**PROBLEM STATEMENT:**
Write out each line of the entries below that holds the word "highway".
++++
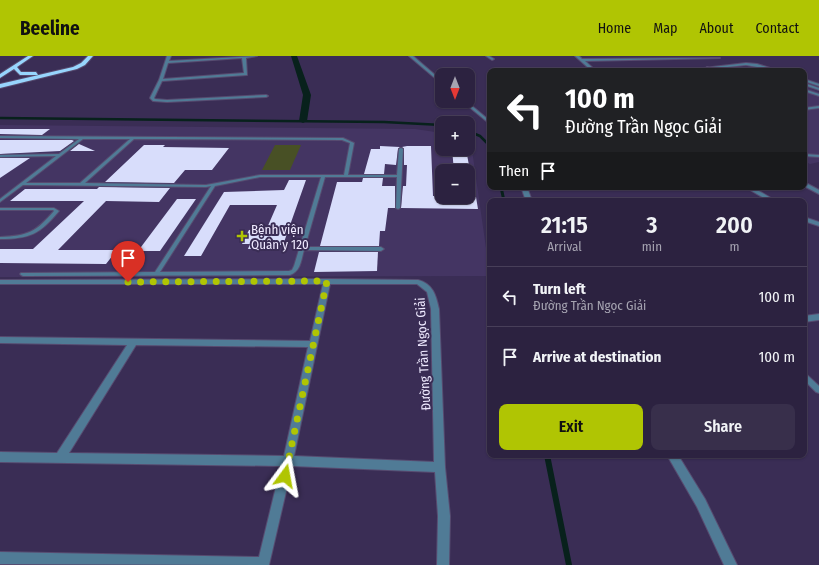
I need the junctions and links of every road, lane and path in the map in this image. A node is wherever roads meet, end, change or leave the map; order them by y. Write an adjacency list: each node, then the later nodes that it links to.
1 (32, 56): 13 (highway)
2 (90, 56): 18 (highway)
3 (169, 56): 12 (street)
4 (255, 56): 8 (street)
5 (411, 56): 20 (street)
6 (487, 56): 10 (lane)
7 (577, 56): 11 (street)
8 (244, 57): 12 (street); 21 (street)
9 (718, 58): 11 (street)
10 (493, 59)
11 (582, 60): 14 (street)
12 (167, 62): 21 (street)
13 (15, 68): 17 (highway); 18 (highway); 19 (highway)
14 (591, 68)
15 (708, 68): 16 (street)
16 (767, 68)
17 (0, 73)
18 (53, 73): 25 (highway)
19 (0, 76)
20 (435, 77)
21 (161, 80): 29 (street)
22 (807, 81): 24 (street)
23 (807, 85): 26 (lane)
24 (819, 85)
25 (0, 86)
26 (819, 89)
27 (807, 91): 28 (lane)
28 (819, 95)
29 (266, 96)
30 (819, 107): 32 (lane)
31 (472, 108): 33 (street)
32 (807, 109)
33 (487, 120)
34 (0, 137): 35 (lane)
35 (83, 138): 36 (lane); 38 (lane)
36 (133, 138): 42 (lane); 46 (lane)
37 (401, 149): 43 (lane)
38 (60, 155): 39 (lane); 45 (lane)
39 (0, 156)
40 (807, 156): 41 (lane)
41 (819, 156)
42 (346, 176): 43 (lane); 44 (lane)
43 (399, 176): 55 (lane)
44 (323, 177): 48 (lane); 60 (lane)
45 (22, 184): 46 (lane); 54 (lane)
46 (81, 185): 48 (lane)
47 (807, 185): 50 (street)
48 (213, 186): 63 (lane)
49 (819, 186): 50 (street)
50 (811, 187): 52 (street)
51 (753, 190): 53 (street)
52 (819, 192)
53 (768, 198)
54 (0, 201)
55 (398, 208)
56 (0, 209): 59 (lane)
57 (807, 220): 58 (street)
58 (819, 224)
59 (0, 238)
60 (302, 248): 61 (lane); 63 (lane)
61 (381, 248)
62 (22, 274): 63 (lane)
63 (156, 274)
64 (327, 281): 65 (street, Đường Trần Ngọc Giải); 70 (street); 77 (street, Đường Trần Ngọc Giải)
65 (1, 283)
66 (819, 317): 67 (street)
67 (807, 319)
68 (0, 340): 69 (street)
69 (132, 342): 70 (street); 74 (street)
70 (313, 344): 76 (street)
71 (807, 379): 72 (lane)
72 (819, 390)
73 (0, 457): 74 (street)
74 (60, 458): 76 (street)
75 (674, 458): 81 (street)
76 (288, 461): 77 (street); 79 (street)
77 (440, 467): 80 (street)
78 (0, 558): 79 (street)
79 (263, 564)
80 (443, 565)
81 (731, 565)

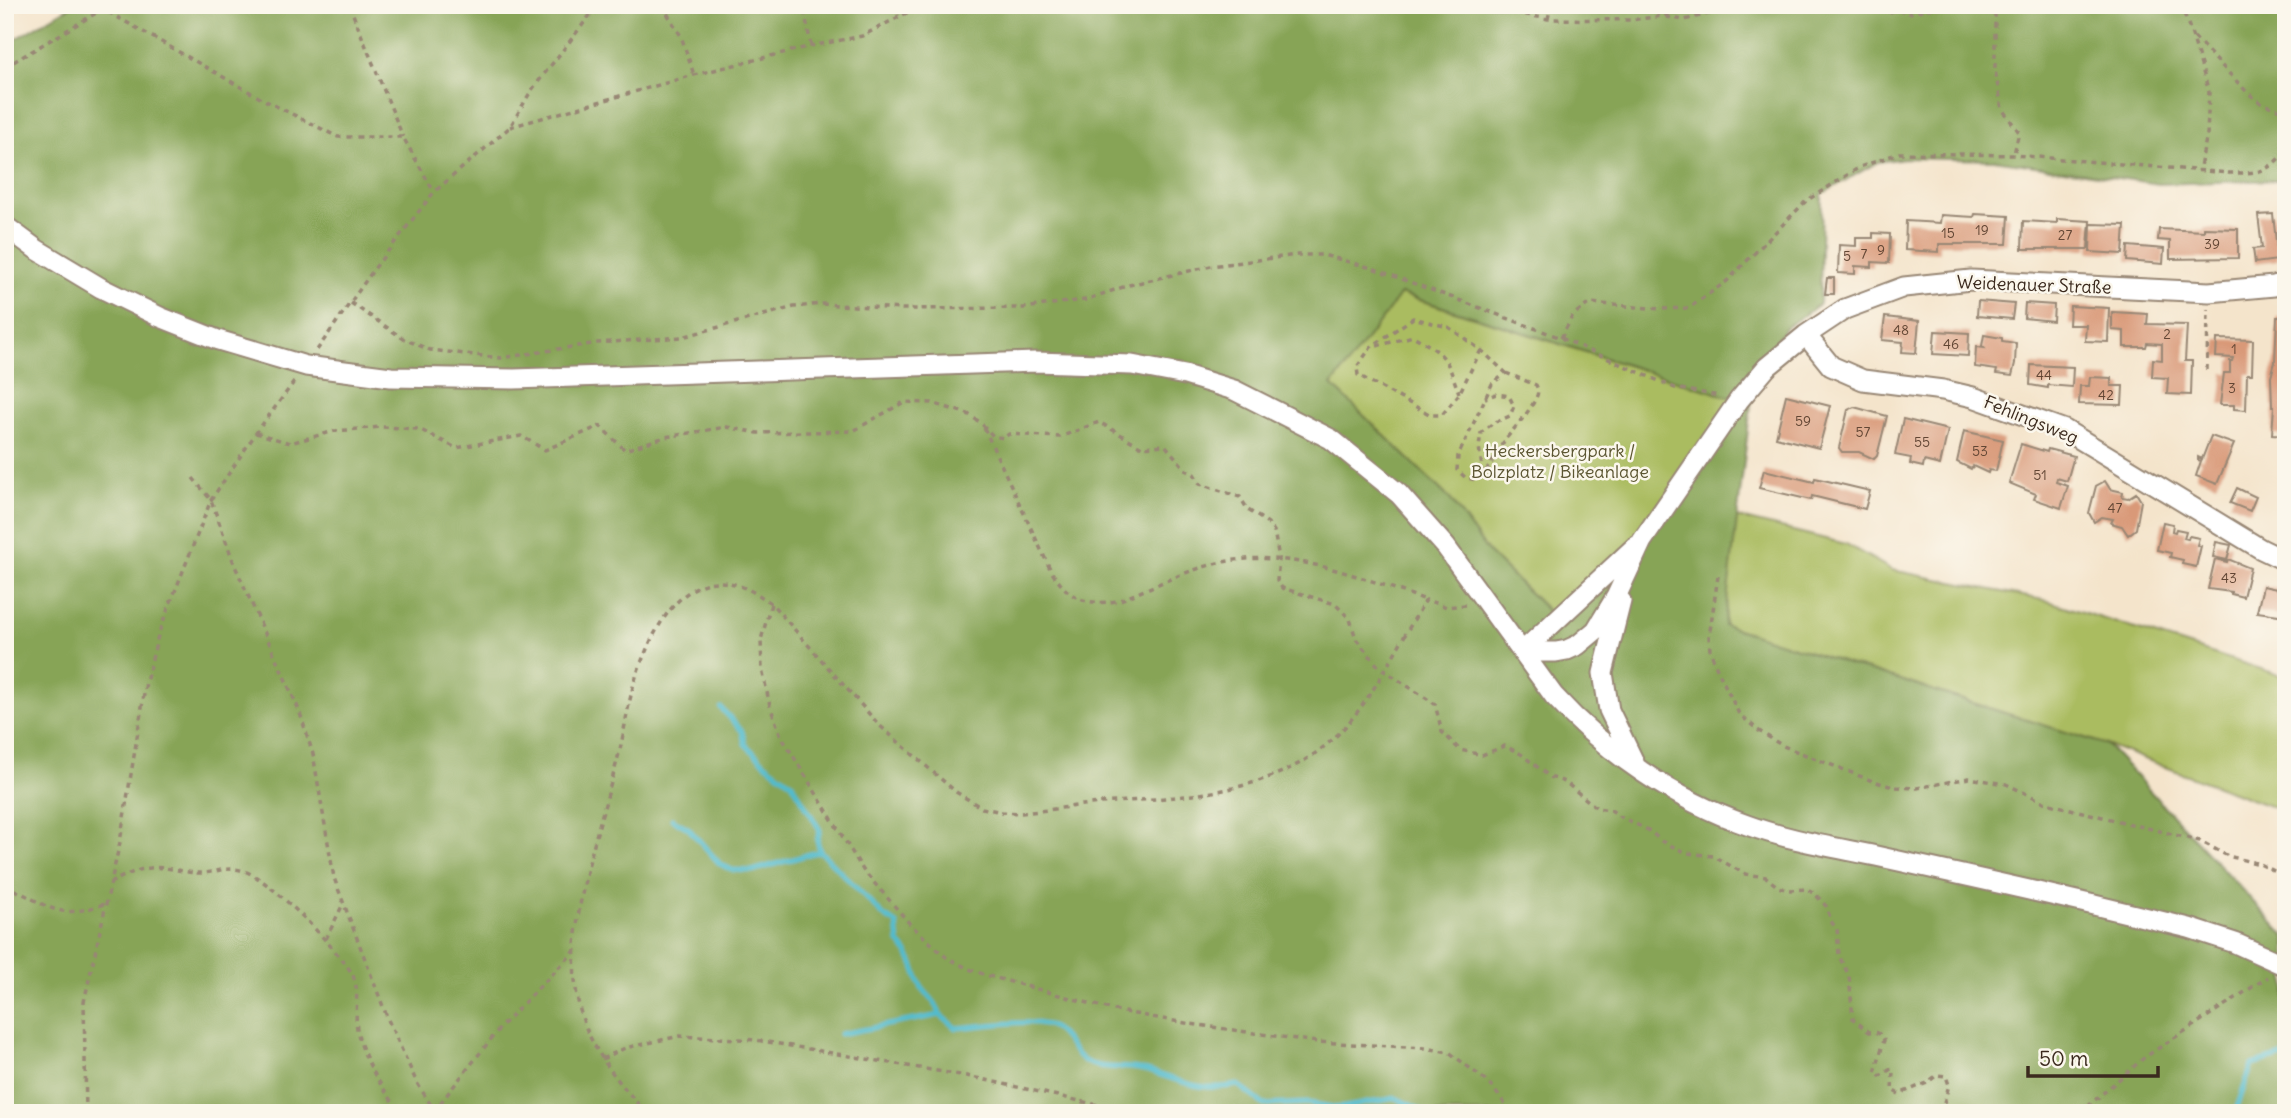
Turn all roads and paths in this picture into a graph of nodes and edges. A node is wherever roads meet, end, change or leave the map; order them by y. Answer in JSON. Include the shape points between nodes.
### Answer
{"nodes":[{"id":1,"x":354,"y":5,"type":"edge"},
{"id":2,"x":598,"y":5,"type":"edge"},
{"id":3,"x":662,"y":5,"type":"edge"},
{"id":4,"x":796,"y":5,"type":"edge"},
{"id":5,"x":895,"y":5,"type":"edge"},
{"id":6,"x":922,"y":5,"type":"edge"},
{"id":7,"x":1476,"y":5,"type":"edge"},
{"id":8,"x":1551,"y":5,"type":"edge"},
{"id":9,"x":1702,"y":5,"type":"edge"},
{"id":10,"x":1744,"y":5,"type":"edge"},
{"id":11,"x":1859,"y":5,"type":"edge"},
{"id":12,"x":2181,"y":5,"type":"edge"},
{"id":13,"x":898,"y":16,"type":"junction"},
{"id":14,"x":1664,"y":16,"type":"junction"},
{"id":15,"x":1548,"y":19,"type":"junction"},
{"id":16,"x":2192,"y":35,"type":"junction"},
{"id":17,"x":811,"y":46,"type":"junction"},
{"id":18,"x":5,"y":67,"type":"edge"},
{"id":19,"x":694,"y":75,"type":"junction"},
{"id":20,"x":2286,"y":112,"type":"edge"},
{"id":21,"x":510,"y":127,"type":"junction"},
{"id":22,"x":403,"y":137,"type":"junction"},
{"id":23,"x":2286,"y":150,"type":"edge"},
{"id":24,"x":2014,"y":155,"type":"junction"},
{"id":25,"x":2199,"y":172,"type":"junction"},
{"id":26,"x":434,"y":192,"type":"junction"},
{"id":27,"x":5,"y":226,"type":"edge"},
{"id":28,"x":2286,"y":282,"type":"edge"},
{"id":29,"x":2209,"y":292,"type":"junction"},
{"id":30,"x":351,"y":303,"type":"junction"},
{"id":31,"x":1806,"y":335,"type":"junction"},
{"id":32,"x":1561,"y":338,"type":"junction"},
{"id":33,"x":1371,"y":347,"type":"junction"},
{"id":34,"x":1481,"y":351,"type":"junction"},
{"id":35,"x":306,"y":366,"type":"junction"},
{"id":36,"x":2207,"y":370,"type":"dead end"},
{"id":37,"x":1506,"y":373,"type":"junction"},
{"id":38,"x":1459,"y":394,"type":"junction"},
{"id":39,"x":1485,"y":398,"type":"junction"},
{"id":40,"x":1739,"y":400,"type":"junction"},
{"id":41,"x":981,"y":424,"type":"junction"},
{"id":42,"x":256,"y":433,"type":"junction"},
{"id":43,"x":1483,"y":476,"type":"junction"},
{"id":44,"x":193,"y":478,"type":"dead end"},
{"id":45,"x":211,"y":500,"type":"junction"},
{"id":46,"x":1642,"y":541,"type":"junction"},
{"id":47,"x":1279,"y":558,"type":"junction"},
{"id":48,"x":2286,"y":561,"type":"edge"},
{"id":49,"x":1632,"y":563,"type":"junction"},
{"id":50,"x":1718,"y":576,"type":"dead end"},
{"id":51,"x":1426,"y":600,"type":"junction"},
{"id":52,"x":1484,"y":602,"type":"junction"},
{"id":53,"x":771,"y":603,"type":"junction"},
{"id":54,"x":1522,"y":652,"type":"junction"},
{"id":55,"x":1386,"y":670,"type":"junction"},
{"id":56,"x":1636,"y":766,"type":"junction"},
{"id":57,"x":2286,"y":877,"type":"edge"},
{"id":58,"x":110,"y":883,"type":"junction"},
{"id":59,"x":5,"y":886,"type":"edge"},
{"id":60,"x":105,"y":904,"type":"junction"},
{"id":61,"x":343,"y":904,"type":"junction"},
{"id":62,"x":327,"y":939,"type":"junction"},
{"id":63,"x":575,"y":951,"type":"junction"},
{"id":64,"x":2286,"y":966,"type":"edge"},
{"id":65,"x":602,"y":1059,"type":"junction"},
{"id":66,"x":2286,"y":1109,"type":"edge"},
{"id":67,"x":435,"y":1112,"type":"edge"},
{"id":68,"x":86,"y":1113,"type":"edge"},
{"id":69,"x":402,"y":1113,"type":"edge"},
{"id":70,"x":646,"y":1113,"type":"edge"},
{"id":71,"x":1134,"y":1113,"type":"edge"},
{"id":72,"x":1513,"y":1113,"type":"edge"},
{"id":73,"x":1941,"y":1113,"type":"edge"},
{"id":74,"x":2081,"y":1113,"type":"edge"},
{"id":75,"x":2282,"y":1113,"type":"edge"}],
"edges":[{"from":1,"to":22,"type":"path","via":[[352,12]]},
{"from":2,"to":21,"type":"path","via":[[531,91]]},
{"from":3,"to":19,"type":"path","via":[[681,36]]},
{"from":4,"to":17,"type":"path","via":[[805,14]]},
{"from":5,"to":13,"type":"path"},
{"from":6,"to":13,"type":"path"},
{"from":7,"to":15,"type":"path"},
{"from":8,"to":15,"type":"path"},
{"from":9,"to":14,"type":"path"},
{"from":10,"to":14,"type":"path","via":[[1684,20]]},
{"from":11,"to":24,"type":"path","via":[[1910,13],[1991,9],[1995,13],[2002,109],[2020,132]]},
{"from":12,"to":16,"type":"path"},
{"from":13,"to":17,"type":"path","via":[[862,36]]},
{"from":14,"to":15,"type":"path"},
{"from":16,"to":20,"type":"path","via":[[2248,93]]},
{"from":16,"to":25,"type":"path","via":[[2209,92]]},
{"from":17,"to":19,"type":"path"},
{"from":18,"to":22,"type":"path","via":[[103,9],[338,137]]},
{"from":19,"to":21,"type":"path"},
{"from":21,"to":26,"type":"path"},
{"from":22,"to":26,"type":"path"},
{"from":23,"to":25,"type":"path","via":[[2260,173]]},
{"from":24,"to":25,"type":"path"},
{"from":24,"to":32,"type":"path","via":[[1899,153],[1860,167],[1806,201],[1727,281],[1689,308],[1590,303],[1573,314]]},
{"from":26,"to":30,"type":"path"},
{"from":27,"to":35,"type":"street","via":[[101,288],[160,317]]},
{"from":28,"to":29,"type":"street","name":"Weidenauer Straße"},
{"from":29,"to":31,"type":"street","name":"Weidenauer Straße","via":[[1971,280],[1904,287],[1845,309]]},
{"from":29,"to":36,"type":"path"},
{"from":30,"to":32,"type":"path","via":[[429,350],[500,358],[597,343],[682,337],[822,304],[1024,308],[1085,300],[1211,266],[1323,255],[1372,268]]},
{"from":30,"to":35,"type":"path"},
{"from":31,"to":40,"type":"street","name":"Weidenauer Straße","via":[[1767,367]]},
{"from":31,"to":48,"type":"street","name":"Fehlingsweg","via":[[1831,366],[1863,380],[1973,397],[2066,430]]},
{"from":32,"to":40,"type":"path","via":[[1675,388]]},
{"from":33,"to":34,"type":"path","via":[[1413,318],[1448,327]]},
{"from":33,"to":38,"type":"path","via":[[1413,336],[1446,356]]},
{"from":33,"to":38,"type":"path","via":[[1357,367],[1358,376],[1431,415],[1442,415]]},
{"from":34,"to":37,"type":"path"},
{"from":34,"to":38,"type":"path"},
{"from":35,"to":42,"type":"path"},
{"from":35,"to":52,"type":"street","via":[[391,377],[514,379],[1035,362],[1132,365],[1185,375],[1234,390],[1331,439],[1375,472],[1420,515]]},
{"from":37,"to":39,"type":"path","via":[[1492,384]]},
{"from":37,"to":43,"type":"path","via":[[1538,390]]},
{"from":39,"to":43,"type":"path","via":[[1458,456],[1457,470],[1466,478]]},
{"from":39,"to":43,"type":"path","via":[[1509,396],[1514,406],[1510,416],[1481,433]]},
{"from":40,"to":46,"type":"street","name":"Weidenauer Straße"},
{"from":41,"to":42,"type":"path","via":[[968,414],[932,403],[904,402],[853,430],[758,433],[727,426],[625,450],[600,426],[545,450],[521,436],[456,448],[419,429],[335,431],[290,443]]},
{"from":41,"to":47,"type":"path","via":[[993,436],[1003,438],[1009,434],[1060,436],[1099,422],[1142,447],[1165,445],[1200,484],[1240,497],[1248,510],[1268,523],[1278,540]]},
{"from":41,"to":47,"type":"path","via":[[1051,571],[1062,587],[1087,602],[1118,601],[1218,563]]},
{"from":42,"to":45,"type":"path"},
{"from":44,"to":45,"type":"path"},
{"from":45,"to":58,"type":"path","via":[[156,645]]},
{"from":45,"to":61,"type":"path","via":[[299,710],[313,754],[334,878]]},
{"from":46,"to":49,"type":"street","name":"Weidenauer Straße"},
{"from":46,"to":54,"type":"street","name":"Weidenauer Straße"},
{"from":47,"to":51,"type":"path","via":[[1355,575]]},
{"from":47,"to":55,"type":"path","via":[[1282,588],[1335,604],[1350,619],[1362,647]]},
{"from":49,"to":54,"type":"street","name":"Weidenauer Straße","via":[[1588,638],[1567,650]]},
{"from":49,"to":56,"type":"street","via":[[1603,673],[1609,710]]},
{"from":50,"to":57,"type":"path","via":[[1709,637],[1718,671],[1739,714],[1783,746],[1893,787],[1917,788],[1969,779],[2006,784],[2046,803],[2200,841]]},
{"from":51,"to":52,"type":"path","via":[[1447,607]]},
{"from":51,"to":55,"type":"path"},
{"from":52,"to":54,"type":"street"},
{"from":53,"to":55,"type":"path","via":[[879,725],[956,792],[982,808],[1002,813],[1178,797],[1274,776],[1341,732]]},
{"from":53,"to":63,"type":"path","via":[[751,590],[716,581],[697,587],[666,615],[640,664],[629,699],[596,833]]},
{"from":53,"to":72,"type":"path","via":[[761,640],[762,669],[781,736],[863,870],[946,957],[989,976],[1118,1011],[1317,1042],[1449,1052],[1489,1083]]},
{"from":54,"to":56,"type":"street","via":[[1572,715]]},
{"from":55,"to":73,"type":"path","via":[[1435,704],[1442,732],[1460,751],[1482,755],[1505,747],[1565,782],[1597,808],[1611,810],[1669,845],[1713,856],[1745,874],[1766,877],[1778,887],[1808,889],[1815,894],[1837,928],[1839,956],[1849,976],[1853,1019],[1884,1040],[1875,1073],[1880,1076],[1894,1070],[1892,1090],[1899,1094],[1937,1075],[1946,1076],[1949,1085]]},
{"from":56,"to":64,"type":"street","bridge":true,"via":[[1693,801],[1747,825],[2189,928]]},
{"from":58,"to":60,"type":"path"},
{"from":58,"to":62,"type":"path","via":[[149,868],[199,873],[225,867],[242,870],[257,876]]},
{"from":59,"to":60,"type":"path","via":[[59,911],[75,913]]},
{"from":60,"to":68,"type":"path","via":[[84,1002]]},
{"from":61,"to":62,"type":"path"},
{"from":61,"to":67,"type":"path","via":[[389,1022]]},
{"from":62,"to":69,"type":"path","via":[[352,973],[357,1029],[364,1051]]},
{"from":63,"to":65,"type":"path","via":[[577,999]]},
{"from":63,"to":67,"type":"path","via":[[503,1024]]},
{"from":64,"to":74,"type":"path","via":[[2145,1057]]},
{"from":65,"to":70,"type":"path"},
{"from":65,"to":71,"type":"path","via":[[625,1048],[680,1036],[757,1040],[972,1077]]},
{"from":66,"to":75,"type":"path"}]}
++++
**RESPONSE:**
1 (32, 56): 13 (highway)
2 (90, 56): 18 (highway)
13 (15, 68): 17 (highway); 18 (highway); 19 (highway)
18 (53, 73): 25 (highway)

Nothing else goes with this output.